DBMS
 

 

Data Mining Today

By Peter Brooks
DBMS, February 1997

Surveying the current stock of picks and shovels for effective data warehousing.


As terabyte-size databases become prevalent and data warehouses commonplace, it is becoming more difficult to create value from the data -- there's just too much of it. The ability to create value from data is constrained by, among other things, the skill and experience of the analyst to make and verify hypotheses by sifting through large amounts of data. Data mining products attempt to overcome this limitation by using the computer, rather than humans, to discover data relationships that can be used to make predictions.

Although both data mining and decision-support applications can lead to the discovery of new data relationships, data mining tools often find unsuspected relationships in data that traditional techniques will overlook. This is because data mining applications attempt to make correlations and find relationships in data using what is called a "machine-based discovery" process. This process does not require people to create and test hypotheses about data relationships and correlations. For example, data mining can identify micro-market segments by analyzing hundreds of attributes in customer sales records rather than having a marketer rely on traditional age and income ranges. Users can ask data mining tools to identify the variables that affect sales of a specific product. Rather than having to guess that either cents-off coupons or weather may be the most significant indicator, say, it may really turn out that an unsuspected product placement of complementary items is most important.

Data Mining Technology

In this article I look at tools that do not require human initiative to predict data relationships to use the product. Thus I focus on tools that use rules-based analysis such as Classification and Regression Tree (CART) and Chi Square Automatic Interactive Detection (CHAID) method decision trees, neural networks, fuzzy logic, k-nearest-neighbor, genetic algorithms, and/or advanced visualization. Table 1 compares and contrasts these technologies.

Although many tools specialize in only one technique, a growing number of tools use a combination of technologies, matching the technique to the problem at hand. Many algorithms such as CART, CHAID, and C4.5 are non-proprietary; product differentiation is in the areas of ease of setup, performance (particularly against large databases), presentation, and visualization of results.

Several types of business problems are appropriate for data mining analysis. A typical association problem is market basket analysis. Clustering problems such as grouping of customers into market segments are often used to define market segments.
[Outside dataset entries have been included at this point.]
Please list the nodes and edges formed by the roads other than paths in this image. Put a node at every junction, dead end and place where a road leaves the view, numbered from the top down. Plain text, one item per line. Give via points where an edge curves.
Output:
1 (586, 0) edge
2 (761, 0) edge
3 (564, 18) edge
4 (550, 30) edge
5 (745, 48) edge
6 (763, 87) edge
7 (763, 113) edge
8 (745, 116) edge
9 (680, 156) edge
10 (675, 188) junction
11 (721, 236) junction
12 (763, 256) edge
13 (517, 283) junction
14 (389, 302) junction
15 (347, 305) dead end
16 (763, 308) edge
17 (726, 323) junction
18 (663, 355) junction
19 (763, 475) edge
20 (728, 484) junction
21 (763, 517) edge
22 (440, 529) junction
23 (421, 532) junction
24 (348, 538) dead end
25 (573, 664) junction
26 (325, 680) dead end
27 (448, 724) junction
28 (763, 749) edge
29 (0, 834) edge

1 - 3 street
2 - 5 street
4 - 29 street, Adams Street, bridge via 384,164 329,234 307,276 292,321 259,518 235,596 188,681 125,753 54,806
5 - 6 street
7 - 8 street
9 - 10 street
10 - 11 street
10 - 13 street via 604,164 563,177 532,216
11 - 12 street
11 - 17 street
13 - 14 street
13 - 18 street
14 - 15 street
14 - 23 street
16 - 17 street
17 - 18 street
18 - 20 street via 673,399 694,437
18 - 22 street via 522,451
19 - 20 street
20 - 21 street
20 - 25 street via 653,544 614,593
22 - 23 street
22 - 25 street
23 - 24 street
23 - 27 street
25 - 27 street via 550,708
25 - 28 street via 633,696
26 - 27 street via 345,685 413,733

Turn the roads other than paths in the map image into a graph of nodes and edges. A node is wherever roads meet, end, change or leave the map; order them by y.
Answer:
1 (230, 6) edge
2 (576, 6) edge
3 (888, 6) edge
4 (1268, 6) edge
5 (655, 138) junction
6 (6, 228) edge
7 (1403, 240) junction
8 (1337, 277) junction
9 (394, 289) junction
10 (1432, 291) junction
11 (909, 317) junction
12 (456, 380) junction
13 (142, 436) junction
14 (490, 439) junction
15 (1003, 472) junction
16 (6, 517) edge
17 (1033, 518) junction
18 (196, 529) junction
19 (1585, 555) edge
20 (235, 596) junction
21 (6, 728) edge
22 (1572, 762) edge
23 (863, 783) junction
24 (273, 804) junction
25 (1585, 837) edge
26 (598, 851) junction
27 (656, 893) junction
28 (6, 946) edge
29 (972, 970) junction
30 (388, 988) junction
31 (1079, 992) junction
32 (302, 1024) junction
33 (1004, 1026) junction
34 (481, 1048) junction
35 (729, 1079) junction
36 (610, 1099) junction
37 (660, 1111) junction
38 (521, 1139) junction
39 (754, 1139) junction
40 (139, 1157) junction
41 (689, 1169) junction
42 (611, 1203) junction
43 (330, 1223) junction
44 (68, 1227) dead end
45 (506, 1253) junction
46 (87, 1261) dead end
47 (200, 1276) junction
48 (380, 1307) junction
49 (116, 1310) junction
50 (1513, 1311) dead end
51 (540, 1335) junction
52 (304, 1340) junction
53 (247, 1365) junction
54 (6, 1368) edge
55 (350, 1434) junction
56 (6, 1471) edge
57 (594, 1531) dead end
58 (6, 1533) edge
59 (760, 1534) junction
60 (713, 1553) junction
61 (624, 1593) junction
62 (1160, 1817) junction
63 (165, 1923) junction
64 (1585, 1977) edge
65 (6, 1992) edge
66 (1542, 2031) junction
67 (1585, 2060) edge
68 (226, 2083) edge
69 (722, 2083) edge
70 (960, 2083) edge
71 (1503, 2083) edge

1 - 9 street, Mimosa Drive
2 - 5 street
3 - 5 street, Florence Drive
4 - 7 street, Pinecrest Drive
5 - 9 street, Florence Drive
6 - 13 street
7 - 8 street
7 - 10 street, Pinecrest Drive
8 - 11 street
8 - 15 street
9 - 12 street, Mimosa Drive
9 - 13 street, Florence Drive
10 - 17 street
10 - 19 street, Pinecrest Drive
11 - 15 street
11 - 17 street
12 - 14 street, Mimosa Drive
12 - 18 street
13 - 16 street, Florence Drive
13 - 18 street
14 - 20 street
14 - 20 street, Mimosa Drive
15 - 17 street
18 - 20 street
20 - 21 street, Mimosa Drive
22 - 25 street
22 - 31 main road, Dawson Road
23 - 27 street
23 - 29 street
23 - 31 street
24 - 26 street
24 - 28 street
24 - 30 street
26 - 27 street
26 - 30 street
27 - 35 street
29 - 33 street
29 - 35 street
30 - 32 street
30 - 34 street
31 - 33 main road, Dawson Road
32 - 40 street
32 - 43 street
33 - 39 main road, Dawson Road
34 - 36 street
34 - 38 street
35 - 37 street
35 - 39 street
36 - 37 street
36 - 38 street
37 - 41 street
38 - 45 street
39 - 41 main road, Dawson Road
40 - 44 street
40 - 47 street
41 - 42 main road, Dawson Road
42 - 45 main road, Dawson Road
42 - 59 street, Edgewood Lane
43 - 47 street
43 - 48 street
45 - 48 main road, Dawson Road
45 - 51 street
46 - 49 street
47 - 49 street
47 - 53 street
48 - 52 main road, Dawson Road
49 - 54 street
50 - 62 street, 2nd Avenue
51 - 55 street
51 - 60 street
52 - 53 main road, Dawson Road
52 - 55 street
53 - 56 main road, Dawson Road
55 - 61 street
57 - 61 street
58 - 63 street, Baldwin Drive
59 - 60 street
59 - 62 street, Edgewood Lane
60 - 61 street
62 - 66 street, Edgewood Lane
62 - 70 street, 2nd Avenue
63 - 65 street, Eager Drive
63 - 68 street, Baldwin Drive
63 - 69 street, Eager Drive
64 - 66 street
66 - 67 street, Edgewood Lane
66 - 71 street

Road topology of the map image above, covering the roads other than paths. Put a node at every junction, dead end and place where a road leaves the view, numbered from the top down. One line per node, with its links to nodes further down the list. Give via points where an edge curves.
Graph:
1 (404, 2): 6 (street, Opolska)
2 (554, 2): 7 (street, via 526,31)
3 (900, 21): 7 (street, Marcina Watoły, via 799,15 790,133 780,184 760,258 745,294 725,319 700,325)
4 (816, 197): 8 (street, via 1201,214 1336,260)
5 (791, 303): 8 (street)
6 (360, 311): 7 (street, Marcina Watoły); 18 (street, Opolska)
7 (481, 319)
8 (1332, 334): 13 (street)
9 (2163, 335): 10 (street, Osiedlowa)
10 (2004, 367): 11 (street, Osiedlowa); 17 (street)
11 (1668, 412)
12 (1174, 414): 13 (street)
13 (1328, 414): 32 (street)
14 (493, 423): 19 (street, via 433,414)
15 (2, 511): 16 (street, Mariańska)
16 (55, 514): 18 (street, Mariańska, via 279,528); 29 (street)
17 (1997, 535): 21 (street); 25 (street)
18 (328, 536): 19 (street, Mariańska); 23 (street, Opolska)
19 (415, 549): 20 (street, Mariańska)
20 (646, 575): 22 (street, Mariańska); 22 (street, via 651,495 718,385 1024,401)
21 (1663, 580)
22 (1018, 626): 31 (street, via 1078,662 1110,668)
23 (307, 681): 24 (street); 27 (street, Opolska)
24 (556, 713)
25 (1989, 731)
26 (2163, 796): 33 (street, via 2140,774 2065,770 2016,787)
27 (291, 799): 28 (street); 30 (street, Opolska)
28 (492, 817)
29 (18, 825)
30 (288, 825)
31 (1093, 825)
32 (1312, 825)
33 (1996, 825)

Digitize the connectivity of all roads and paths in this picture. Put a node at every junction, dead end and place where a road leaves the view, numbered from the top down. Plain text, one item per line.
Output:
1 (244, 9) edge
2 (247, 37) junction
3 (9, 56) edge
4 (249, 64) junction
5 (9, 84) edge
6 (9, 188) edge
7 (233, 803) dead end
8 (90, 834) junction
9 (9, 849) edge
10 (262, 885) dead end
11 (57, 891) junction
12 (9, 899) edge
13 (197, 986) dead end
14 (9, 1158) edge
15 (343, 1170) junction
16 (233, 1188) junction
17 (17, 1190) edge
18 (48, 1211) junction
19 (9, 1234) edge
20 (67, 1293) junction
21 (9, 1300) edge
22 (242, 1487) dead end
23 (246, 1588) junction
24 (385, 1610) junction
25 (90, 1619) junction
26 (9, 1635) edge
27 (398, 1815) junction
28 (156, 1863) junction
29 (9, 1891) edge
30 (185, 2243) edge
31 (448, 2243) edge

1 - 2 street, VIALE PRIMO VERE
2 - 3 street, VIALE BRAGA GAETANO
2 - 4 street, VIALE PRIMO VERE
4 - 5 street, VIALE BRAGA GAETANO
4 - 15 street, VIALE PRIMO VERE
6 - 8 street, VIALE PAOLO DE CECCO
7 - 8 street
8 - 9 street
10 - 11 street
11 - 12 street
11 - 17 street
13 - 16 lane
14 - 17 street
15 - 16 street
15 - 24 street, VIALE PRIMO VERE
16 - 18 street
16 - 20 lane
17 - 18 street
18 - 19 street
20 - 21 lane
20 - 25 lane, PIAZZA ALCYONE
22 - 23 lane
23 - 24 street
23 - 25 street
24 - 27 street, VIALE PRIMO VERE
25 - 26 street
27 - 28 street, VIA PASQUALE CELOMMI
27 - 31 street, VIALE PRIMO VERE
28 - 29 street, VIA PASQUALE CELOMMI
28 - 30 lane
A common classification problem is identification of fraud. A detailed explanation of several of these problems was described in Bruce Moxon's "Defining Data Mining." (See DBMS Data Warehousing Supplement, August 1996, page S11.)

Although most OLAP and statistics vendors do not support the definition of data mining used in this article -- machine-generated rather than human-generated hypotheses -- several are adding data mining technologies into their tools. Pilot Software Inc.'s Discovery Server uses decision-tree-based technology to perform customer profiling. Once customer segments are defined, the segment definitions can be fed into the hierarchy metadata definitions in Pilot's multidimensional database for use by the OLAP Analysis Server. SPSS, the statistical package, has neural network and CHAID data mining components.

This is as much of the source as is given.